Arabs, Jews give life to “Little Tunis” in Paris
PARIS (Reuters Life!) – On the map, it’s a tiny strip of eastern Paris along Boulevard de Belleville. But for the Tunisian immigrants who call it home, the packed Arabic-and Hebrew-lettered storefronts mark out ‘Little Tunis.’
In a country where relations between Arabs and Jews is often cool, the neighborhood is an island of peaceful coexistence where bakeries, grills and butcher shops sit side-by-side preparing food according to Muslim and Jewish dietary laws.
For the first time in years, Muslims are observing the holy month of Ramadan, when they fast from dawn to dusk, at the same time as the Jewish high holidays when Jews observe the holiest day of their calendar, the Day of Atonement fast day.
Eighty year-old Maurice Cohen, who has lived here for 25 years, said both religions were observing a time of reflection and solemnity side by side in Little Tunis.
“Despite what goes on in the Middle East, this is a Tunisian neighborhood par excellence, an example of good neighborly relations,” he said.
Many of the customs here are similar, brought over to France from North Africa.
At the Arab-owned Lamama pastry shop, a queue of people spill onto the street as bakers rush to keep up with orders for honey-soaked baklava, almond-stuffed cakes, and hot beignets.
“We sell pretty much the same stuff as our Jewish neighbors… these Oriental pastries even have the same names, just a different touch,” said Amara Amani, whose family also runs another restaurant in the neighborhood.
Down the road, a Jewish shop sells similar sweets.
“We opened up in 1962, around the same time the Muslims started coming, and things have always been amicable,” says bakery owner Alain Zaitoun, whose sales have spiked as Jewish shoppers stocked up for the Jewish holidays.
Many immigrants reminisce about their times back in the old country, when Tunisia, which once had a large Jewish population and is home to the biggest synagogue in the region, was a shining example of peaceful coexistence.

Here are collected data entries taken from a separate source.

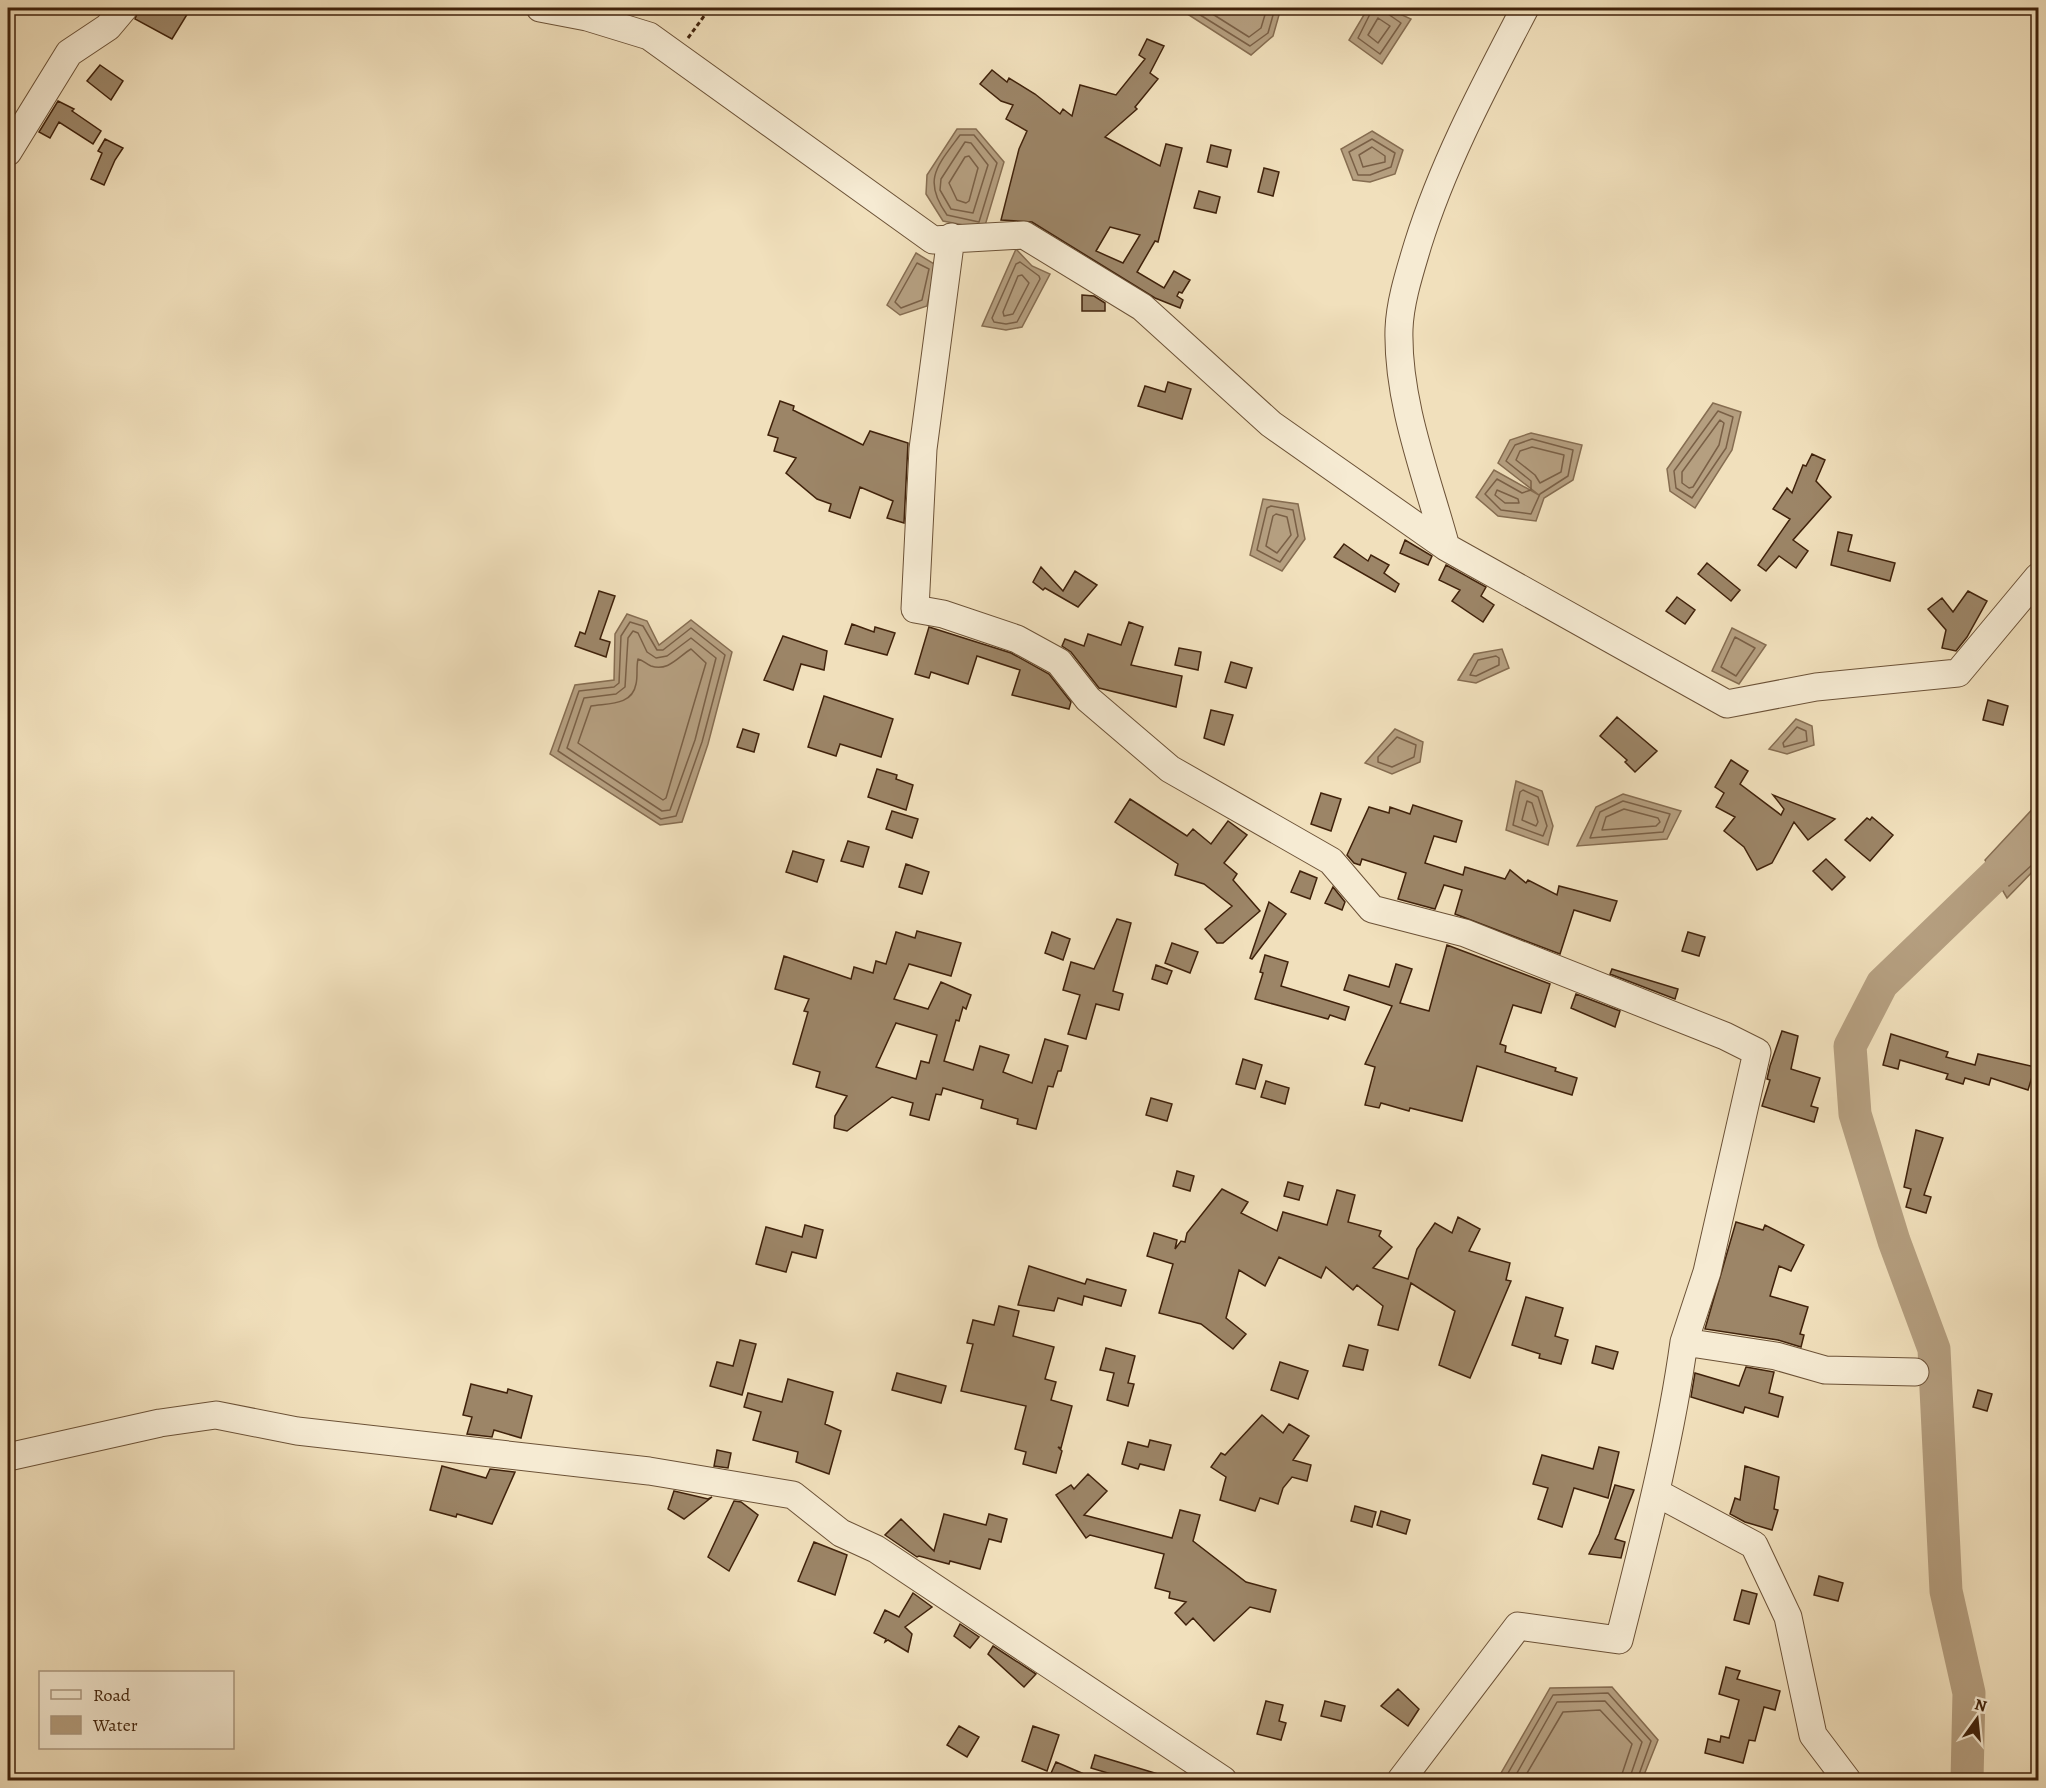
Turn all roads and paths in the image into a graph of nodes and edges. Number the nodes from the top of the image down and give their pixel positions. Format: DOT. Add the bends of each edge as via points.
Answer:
graph roads {
  1 [pos="124,8"];
  2 [pos="540,8"];
  3 [pos="710,8"];
  4 [pos="1525,8"];
  5 [pos="676,56"];
  6 [pos="8,152"];
  7 [pos="951,237"];
  8 [pos="1446,547"];
  9 [pos="2038,577"];
  10 [pos="1683,1342"];
  11 [pos="1915,1372"];
  12 [pos="8,1457"];
  13 [pos="1657,1493"];
  14 [pos="1223,1780"];
  15 [pos="1401,1780"];
  16 [pos="1846,1780"];
  1 -- 6 [label="street" via="108,27 69,52"];
  2 -- 5 [label="street" via="587,16 649,36"];
  3 -- 5 [label="path"];
  4 -- 8 [label="street" via="1432,199 1409,274 1399,328 1404,393"];
  5 -- 7 [label="street" via="933,240"];
  7 -- 8 [label="street" via="1023,235 1142,307 1271,424"];
  7 -- 10 [label="street" via="923,449 915,609 943,614 1017,639 1059,662 1088,699 1170,769 1330,861 1372,909 1465,933 1725,1036 1756,1052 1707,1272"];
  8 -- 9 [label="street" via="1727,704 1816,687 1959,673"];
  10 -- 11 [label="street" via="1776,1356 1825,1370"];
  10 -- 13 [label="street" via="1676,1402"];
  12 -- 14 [label="street" via="216,1415 297,1431 649,1471 793,1495 841,1533 876,1549"];
  13 -- 15 [label="street" via="1618,1640 1518,1626"];
  13 -- 16 [label="street" via="1754,1545 1788,1617 1813,1735"];
}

Here, this nostalgia seems to play out on the street, where Muslim and Jewish men wearing traditional skullcaps stroll side-by-side during the pre-sundown shopping promenade.
“Both groups came here en masse following the successive Arab-Israeli wars, but once they arrived in France they realized that Tunisian customs left them with much in common,” said Jean-Michel Rosenfeld, an official at the local city hall.
“I can’t think of any place in France where relations between Jews and Muslims are better,” he said. “I even know a Jewish-owned restaurant that stays open on the (Jewish) Sabbath because the owner passes the keys over to a Muslim friend.”
France’s five-million-strong Muslim minority is the largest in Europe, while its Jewish community of about 600,000 is the world’s third-largest after the United States and Israel.
Relations between the communities have sometimes been tense, especially at times when the Arab-Israeli conflict heated up.
Rabbi Michel Serfaty, who runs a Jewish-Muslim friendship organization, says that French cities like Bordeaux and Marseille are also good examples of Jewish-Muslim relations.
“After all, the two civilizations are very close, and have many similar traditions: they are monotheistic, recognize many of the same prophets, encourage fasting, and have special ways of preparing food,” he said.